Na China, por exemplo, o ex-dirigente Bo Xilai, filho de uma figura da revoluçao “maoista”, foi condenado em 22 de Setembro passado à prisão perpétua com privação permanente de direitos políticos por corrupção, desvio de fundos públicos no valor de mais de 600.000 euros (811 milhões de dólares) e de 2,6 milhões de euros equivalente a 3,5 milhões de dólares, e abuso de poder, entre outros no caso do assassinato do executivo britânico Neil Heywood, cometido por sua esposa, Gu Kailai, e que Bo teria tentado acobertar. A luta contra a corrupção já é tradiçâo na China. Em 1998, houve condenação do ex-prefeito de Pequim Chen Xitong e em 2008 do ex-chefe do partido em Xangai Chen Liangyu, ambos por corrupção.

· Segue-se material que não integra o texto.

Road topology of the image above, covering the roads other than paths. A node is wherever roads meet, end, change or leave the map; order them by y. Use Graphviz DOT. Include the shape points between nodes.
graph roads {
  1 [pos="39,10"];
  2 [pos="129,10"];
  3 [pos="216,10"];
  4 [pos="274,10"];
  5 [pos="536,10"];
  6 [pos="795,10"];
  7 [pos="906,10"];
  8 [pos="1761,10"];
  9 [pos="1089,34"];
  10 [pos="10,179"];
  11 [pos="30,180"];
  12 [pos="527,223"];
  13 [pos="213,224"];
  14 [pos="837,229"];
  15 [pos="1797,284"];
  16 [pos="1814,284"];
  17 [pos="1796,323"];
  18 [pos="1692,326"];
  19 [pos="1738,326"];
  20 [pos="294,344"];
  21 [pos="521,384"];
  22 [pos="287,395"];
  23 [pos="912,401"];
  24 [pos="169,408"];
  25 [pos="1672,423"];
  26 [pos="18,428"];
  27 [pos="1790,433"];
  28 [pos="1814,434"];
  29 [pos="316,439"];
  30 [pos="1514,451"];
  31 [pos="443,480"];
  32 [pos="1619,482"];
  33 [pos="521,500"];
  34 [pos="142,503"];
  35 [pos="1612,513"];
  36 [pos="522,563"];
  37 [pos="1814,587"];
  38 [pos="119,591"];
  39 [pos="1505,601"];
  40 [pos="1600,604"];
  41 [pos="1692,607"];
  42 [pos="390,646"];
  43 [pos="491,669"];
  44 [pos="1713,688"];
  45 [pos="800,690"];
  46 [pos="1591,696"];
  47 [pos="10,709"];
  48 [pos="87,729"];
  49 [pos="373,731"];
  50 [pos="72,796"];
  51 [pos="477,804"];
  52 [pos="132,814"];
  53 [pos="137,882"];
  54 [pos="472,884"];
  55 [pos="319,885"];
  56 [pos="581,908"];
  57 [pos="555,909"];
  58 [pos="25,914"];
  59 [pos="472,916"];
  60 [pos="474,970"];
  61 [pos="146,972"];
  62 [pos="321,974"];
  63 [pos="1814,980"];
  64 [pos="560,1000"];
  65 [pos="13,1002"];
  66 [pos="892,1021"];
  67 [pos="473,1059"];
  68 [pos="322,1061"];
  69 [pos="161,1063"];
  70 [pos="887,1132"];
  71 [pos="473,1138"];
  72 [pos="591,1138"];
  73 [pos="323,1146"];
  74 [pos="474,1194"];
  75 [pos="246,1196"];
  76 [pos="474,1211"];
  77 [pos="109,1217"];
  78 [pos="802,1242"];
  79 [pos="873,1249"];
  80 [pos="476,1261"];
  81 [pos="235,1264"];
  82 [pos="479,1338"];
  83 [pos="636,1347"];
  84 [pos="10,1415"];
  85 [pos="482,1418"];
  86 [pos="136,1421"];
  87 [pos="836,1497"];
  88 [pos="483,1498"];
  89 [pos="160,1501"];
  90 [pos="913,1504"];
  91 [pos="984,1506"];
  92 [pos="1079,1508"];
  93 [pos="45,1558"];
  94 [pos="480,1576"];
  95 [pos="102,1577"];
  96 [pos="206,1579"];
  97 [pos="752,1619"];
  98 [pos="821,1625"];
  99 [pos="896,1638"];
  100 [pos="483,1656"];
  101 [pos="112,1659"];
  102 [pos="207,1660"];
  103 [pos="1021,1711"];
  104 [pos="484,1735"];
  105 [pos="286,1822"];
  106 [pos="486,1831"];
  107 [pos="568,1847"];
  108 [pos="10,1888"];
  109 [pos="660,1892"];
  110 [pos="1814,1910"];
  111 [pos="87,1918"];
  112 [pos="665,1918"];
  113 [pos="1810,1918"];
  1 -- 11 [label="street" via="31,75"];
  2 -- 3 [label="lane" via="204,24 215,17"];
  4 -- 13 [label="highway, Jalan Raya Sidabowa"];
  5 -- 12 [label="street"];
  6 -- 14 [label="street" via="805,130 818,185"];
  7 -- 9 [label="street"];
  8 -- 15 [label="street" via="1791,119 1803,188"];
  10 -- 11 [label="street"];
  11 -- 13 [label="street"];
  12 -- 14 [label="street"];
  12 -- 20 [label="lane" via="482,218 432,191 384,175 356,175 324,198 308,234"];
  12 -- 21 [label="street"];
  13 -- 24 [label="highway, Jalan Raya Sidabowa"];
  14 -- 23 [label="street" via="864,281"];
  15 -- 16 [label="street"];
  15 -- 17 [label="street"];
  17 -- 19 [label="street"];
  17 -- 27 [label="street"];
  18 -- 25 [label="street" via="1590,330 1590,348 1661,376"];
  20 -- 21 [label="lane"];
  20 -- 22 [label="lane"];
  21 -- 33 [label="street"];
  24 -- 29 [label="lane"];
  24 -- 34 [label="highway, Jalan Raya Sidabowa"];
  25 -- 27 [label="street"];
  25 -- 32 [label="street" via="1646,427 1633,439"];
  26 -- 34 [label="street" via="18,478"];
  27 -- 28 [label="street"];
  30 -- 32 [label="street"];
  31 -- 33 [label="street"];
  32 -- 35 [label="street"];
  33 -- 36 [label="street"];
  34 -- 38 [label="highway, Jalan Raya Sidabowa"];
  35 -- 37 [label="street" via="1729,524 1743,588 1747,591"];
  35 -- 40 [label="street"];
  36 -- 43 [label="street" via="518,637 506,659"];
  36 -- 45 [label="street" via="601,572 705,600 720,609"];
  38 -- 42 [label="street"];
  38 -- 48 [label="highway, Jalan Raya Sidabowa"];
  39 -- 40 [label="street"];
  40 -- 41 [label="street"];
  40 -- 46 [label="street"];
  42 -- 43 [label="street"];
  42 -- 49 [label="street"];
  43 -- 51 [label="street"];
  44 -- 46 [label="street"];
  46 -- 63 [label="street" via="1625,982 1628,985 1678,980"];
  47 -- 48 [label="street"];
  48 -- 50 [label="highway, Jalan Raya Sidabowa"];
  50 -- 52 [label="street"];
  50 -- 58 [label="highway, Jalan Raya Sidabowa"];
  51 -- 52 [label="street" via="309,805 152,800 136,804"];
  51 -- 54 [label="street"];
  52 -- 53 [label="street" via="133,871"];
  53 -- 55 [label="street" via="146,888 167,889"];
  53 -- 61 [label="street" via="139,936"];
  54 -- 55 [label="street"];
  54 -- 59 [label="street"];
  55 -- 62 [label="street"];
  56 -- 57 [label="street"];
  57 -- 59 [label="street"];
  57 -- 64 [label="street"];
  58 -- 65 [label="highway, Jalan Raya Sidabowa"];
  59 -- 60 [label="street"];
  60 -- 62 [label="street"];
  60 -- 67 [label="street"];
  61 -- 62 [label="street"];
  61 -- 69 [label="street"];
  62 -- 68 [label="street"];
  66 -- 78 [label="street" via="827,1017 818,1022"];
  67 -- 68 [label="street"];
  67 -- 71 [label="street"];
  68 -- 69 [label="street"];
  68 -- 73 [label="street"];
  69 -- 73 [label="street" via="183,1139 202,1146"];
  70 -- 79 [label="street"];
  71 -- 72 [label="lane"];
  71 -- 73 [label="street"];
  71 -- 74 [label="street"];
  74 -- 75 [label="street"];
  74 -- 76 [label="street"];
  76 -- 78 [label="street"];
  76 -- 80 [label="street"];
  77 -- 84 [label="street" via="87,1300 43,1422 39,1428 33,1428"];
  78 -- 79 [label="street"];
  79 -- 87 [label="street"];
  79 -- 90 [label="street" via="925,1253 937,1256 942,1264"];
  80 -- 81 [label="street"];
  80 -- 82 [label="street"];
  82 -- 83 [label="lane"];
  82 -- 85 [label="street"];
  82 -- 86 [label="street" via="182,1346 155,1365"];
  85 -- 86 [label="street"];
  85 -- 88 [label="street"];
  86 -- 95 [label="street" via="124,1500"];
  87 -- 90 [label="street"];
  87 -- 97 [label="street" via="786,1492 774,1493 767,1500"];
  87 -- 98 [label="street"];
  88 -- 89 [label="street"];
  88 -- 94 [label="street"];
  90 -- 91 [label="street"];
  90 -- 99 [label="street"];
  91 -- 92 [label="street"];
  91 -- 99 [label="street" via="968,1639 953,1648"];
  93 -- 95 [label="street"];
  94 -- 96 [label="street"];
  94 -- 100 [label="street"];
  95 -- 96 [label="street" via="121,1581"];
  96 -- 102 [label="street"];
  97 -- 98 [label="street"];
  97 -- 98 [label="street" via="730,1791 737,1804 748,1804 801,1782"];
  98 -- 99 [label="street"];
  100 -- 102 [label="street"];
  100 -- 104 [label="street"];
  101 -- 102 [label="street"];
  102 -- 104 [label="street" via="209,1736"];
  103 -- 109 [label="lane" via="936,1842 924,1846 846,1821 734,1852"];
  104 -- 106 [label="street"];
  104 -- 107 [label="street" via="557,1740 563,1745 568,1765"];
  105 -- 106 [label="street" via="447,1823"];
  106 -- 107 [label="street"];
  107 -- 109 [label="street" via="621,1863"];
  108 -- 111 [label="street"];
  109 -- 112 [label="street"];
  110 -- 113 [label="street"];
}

Segundo o Índice de Perceção de Corrupção de 2010, publicado pela Transparência Internacional, a Rússia ocupa a 154.ª posição a nível mundial. No primeiro mandato de Vladimir Putin, o Estado desencadeou um processo crime contra o então homem mais rico da Rússia, presidente da YUKOS, Mikhail Khodorovski, ocorrido em 2003.O governo afirmou na altura que Khodorkovski estava corrompendo um grande setor da Duma para impedir mudanças no código de impostos. O caso do mafioso “Ladrâo da Lei” (Vory v Zakone) que operava em Catalunha, Espanha, extorquindo empresários do Leste da Europa, comprando crianças para serem usadas no tráfico de órgãos no mercado negro, foi capturado durante a operação Nala, iniciada em 2007. Em 6 de Novembro de 2012, Putin destituiu o ministro da Defesa, Anatoli Serdiukov, envolvido num escândalo de corrupção. Serdiukov era suspeito de, através de uma empresa sua, ter vendido ativos a empresas comerciais com uma perda de 100 milhões de dólares (78 milhões de euros).
Nos nossos países de África, é caso para dizer que o vilão virou herói!
Recorda-se que a União Europeia decidiu em 3 de julho 2007 incluir a Transportadora Aérea Angolana (TAAG) na lista negra de companhias aéreas impedidas de voar para Europa. Esta decisão implicou a suspensão de seis voos semanais da TAAG para Lisboa. Em 06 de Dezembro de 2010, com um Boeing 777 dessa mesma companhia, com 126 passageiros a bordo, e que logo depois de ter descolado do Aeroporto de Lisboa perdeu diversas peças de metal de cinco por quinze centímetros de tamanho ao longo da cidade de Almada, tendo sido obrigado a aterrar de emergência. Portanto, o que o mundo espera de África, e naturalmente de Angola, é que volte a receber permissão de “voltar ao espaço europeu” como aconteceu em 1 de Agosto de 2009, com o primeiro voo da TAAG que partiu de Luanda para Lisboa, depois de quase dois anos de ter sido banido do espaço aéreo não apenas da União Europeia como de todo o mundo.